Allemagne, novembre 1980.
Un froid glacial régnait dans la rue. La neige tombait en larges flocons, et le vent frappait le visage comme s’il voulait délibérément faire disparaître les passants de ces rues. Autour, c’était un silence absolu — ce genre de silence où l’on peut à la fois se plonger dans ses propres pensées et regretter d’être là.
C’est précisément ce que ressentait Federik en cet instant.
Un jeune homme grand, aux cheveux sombres et au corps bien bâti — légèrement mince, mais assez tonique. Ses yeux d’un vert éclatant tranchaient sur son visage pâle, tandis que son nez aquilin conférait à son apparence une expressivité particulière.
Marchant dans cette rue déjà plongée dans les ténèbres, il s’arrêta devant une ruelle sombre, où l’attendait déjà un homme d’une trentaine d’années.
À première vue, il paraissait tout à fait ordinaire — peau claire, corpulence solide, allure sobre, sans rien qui attire particulièrement l’attention. Son visage ovale, son front large et ses pommettes marquées lui conféraient une assurance tranquille. Ses cheveux blonds étaient courts ou mi‑longs, coiffés avec simplicité, sans aucune prétention.

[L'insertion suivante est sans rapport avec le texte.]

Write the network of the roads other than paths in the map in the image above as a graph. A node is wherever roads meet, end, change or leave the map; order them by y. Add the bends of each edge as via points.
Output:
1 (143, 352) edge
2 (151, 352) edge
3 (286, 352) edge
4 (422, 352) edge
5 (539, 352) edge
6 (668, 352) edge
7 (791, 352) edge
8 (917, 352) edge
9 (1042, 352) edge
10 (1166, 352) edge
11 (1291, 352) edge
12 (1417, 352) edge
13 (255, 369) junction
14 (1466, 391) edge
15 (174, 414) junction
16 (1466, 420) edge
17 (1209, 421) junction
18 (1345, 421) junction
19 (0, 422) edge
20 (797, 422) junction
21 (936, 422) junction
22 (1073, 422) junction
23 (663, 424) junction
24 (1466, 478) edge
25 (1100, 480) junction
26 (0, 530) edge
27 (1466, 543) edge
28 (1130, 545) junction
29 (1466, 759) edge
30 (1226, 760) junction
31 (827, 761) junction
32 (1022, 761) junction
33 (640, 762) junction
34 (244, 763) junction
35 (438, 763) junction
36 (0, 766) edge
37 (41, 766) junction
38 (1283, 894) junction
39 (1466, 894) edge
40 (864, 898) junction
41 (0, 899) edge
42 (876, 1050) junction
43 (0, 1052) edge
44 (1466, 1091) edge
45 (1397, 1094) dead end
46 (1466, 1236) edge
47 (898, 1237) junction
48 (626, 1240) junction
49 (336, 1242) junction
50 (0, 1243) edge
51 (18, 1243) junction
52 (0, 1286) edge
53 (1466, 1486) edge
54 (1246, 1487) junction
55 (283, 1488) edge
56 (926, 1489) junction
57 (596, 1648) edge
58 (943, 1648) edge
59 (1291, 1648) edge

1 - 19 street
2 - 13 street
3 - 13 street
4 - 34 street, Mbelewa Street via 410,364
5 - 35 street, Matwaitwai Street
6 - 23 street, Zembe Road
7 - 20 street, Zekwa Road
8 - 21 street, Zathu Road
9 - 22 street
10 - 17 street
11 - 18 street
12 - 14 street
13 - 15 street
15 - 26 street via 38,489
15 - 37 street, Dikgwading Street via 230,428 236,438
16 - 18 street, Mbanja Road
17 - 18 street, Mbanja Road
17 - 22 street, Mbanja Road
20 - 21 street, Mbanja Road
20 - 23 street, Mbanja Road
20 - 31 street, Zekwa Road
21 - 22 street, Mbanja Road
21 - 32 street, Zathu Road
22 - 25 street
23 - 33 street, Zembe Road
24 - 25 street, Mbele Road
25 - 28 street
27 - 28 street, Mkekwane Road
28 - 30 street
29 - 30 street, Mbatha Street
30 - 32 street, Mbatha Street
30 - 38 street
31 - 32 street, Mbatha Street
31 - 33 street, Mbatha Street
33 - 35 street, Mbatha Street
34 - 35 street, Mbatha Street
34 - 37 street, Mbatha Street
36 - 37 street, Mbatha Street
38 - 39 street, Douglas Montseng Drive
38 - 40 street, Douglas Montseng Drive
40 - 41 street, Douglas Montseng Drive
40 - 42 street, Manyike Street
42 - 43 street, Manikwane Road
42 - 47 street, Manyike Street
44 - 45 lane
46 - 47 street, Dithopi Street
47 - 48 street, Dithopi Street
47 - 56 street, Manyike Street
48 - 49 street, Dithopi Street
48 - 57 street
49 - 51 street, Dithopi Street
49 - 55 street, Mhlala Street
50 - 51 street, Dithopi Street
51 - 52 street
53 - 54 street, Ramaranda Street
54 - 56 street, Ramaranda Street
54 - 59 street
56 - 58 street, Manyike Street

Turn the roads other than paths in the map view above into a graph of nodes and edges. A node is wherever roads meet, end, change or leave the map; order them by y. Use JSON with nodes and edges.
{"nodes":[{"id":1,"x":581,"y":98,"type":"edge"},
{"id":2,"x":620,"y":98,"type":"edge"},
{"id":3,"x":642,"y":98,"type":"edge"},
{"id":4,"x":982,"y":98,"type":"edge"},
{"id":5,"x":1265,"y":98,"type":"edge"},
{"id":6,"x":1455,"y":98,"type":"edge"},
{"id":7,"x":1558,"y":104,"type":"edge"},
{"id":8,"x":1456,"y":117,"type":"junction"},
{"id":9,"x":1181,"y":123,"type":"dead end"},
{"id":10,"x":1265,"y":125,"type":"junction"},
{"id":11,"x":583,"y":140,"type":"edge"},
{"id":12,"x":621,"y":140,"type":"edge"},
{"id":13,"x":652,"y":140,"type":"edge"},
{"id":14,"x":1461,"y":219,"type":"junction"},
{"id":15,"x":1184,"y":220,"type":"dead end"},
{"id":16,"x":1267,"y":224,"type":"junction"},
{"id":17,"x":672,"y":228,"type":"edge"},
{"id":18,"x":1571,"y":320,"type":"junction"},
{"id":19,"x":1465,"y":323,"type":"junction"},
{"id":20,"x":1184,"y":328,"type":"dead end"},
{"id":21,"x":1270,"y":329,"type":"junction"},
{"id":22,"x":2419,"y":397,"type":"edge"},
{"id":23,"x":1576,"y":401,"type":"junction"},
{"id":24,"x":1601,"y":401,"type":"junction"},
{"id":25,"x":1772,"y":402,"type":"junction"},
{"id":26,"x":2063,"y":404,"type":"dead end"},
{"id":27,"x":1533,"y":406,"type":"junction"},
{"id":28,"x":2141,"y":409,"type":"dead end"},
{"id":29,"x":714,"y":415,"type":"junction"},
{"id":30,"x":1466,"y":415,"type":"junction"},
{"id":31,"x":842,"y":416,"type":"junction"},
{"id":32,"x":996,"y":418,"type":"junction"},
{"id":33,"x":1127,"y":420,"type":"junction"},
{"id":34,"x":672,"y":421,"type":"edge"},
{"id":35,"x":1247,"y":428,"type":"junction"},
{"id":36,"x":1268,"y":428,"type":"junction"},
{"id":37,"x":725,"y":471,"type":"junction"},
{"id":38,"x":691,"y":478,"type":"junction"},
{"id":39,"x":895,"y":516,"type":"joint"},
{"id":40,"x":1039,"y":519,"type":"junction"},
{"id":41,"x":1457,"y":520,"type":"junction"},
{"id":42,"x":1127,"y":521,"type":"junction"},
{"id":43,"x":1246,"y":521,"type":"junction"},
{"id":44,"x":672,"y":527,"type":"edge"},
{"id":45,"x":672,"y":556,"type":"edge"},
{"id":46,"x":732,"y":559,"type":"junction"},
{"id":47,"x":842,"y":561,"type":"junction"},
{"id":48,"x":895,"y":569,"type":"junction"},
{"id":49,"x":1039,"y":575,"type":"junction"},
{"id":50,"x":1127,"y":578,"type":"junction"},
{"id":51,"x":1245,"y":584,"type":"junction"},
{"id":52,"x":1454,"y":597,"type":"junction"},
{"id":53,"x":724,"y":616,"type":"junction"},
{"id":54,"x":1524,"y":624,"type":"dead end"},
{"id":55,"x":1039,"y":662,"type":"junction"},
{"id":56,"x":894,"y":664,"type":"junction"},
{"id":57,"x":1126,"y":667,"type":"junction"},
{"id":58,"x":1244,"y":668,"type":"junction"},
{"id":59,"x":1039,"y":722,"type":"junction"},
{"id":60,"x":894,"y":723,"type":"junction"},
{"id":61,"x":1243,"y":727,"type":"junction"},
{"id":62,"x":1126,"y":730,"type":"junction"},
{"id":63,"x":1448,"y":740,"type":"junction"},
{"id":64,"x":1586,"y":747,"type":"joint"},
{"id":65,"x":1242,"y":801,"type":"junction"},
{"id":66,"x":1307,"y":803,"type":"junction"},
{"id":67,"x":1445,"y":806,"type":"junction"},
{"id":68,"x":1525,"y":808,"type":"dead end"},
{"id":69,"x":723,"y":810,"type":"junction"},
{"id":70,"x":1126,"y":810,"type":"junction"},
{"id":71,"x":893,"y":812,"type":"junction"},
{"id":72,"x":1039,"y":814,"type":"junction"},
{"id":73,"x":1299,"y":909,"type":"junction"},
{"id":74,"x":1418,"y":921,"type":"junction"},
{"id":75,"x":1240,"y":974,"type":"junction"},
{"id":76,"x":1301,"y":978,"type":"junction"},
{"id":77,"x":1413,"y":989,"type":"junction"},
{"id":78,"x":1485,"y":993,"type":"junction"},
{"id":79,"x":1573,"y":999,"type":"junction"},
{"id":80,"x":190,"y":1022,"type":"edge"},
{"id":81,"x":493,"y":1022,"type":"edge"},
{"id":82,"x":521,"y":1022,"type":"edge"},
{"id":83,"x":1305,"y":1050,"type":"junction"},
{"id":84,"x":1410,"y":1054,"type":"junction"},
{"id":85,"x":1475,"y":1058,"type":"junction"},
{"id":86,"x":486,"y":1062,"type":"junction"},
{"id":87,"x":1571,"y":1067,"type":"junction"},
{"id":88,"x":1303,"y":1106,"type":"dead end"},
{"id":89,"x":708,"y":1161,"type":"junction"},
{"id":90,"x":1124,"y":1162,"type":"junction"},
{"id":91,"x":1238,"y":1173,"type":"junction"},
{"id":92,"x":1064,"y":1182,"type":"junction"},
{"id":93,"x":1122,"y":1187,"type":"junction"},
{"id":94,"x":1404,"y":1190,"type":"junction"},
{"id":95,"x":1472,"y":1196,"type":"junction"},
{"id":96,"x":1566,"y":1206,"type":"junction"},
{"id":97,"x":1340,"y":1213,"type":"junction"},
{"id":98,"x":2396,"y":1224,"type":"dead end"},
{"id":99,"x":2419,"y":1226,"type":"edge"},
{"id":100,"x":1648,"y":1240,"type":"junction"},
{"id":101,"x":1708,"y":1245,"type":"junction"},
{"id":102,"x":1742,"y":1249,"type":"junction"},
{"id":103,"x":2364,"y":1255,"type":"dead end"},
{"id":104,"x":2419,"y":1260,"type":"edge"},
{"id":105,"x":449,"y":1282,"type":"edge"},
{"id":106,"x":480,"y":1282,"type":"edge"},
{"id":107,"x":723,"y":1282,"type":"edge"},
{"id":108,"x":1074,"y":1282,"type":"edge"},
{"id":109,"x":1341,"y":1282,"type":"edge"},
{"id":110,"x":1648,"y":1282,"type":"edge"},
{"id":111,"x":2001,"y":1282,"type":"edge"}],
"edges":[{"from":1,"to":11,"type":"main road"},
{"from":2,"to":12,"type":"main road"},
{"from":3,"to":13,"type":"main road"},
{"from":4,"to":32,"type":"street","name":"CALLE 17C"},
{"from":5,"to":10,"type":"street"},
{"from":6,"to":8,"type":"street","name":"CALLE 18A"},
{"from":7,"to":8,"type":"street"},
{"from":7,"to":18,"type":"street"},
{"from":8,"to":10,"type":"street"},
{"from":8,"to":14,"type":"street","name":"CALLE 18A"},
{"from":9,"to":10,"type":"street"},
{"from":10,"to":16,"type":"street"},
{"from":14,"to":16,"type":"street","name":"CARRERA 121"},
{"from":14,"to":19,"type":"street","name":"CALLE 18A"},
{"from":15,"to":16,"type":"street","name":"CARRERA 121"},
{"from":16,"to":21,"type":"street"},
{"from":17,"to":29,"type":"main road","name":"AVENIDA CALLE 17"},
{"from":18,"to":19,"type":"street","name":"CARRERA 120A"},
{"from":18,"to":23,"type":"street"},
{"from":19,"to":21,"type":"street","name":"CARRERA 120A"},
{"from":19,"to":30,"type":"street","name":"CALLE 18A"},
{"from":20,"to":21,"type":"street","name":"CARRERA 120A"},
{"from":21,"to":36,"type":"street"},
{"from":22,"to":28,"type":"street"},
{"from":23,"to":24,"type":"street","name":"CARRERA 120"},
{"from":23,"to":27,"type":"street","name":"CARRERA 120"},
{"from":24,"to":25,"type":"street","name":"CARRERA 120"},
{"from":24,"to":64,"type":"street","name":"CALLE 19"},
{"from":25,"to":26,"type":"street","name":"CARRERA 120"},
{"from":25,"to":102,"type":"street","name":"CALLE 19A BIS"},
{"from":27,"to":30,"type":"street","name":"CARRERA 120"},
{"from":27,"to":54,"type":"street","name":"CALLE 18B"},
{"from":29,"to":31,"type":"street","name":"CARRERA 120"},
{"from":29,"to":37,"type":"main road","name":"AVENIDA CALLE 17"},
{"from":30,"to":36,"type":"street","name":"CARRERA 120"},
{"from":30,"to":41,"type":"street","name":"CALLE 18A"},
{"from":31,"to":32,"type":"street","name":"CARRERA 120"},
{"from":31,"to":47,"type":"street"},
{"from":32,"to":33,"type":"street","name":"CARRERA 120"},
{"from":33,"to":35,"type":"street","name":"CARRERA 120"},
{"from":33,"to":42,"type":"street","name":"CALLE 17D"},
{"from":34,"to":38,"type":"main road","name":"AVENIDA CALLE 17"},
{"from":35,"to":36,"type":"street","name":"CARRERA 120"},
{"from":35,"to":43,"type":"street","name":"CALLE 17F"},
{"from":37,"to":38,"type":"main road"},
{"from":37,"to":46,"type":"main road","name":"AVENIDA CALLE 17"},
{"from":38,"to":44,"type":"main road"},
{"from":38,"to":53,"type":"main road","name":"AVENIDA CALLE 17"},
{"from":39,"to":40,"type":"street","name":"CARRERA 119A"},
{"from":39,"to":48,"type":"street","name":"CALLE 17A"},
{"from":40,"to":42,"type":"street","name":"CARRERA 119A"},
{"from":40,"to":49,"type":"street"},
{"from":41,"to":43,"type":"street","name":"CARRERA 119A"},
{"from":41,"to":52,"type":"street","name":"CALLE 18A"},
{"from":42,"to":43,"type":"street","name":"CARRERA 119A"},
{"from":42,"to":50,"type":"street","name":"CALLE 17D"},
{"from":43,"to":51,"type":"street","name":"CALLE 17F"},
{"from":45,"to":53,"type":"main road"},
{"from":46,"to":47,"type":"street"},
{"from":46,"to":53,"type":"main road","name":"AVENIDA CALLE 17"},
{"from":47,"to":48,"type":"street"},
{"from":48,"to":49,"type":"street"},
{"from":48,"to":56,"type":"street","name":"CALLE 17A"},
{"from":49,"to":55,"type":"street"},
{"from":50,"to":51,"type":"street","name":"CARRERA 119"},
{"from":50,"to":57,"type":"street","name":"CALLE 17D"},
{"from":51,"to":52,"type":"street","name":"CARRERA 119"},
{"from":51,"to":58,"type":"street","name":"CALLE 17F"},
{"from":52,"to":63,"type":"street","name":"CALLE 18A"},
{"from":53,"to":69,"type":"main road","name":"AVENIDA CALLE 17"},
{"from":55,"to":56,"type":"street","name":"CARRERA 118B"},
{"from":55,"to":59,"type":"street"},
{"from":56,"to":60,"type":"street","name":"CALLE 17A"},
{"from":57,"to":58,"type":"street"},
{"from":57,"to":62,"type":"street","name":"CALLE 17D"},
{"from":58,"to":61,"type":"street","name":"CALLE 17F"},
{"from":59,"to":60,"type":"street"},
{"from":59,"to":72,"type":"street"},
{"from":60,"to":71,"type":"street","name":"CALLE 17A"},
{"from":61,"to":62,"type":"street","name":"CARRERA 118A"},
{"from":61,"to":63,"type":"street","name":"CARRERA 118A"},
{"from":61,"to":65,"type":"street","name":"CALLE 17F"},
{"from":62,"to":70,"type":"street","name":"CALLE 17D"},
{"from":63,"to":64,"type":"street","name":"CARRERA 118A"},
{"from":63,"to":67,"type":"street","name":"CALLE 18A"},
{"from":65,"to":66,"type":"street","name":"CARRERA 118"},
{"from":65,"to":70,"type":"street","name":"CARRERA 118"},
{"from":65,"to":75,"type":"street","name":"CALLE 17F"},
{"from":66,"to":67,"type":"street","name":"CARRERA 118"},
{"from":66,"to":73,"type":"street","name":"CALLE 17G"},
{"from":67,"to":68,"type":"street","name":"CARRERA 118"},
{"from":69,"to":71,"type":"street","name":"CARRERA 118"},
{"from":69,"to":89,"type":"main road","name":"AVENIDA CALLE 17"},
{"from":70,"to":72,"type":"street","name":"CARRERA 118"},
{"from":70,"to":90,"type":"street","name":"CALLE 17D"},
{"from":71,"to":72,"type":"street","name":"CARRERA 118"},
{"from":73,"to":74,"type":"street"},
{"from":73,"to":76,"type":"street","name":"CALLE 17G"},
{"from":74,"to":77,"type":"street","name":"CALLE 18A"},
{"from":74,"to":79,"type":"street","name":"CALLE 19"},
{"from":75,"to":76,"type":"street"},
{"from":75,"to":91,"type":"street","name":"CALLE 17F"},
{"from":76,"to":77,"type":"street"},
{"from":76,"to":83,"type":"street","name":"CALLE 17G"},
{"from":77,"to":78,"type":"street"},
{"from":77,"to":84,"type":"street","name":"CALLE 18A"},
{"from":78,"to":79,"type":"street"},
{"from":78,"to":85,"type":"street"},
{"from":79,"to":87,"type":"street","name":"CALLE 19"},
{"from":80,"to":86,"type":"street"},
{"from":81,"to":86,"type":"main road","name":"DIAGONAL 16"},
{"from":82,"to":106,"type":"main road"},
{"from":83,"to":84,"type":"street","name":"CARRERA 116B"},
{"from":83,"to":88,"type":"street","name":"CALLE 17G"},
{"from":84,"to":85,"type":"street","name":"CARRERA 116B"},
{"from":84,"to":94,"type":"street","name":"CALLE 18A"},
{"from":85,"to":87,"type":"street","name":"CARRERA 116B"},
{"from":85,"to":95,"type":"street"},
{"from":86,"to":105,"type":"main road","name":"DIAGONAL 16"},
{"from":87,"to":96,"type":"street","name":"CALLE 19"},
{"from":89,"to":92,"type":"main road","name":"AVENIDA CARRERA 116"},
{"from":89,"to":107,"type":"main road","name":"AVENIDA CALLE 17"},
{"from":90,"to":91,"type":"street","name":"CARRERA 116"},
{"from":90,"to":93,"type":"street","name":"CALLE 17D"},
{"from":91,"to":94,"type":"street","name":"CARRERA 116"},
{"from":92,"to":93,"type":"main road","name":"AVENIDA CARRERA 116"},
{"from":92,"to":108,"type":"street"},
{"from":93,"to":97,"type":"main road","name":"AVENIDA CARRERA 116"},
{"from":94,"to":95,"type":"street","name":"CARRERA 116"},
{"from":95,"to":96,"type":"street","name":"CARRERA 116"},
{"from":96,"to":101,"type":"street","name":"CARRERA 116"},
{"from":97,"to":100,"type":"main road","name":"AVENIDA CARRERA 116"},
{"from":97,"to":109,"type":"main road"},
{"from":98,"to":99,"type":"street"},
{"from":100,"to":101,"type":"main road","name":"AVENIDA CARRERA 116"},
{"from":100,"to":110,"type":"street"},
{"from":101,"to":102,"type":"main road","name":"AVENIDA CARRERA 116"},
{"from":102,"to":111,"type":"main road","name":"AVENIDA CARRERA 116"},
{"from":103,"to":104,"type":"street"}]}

Ses sourcils droits mettaient en valeur ses yeux clairs, où se lisait à la fois calme et une certaine gravité. Son nez était droit, ses lèvres d’une épaisseur moyenne. Dans l’ensemble, rien chez lui n’était vraiment voyant — plutôt une élégance naturelle et une retenue qui donnaient l’impression d’un homme équilibré et observateur.
Retirant sa casquette, Federik tendit l’argent à l’homme, puis lui offrit sa main libre.
Celui-ci le dévisagea avec attention, presque avec insistance, puis se pencha tout près de son visage — si près qu’il ne restait qu’un infime espace entre leurs lèvres. Un bref sourire se dessina sur son visage.
Après avoir pris l’argent, l’homme remit la marchandise.
Puis il se redressa et se mit à recompter les billets, sans quitter le jeune homme des yeux.
Mais Federik n’eut pas le temps de faire un seul pas.
D’un geste brusque, l’homme le saisit par le col et l’envoya violemment heurter le mur glacé.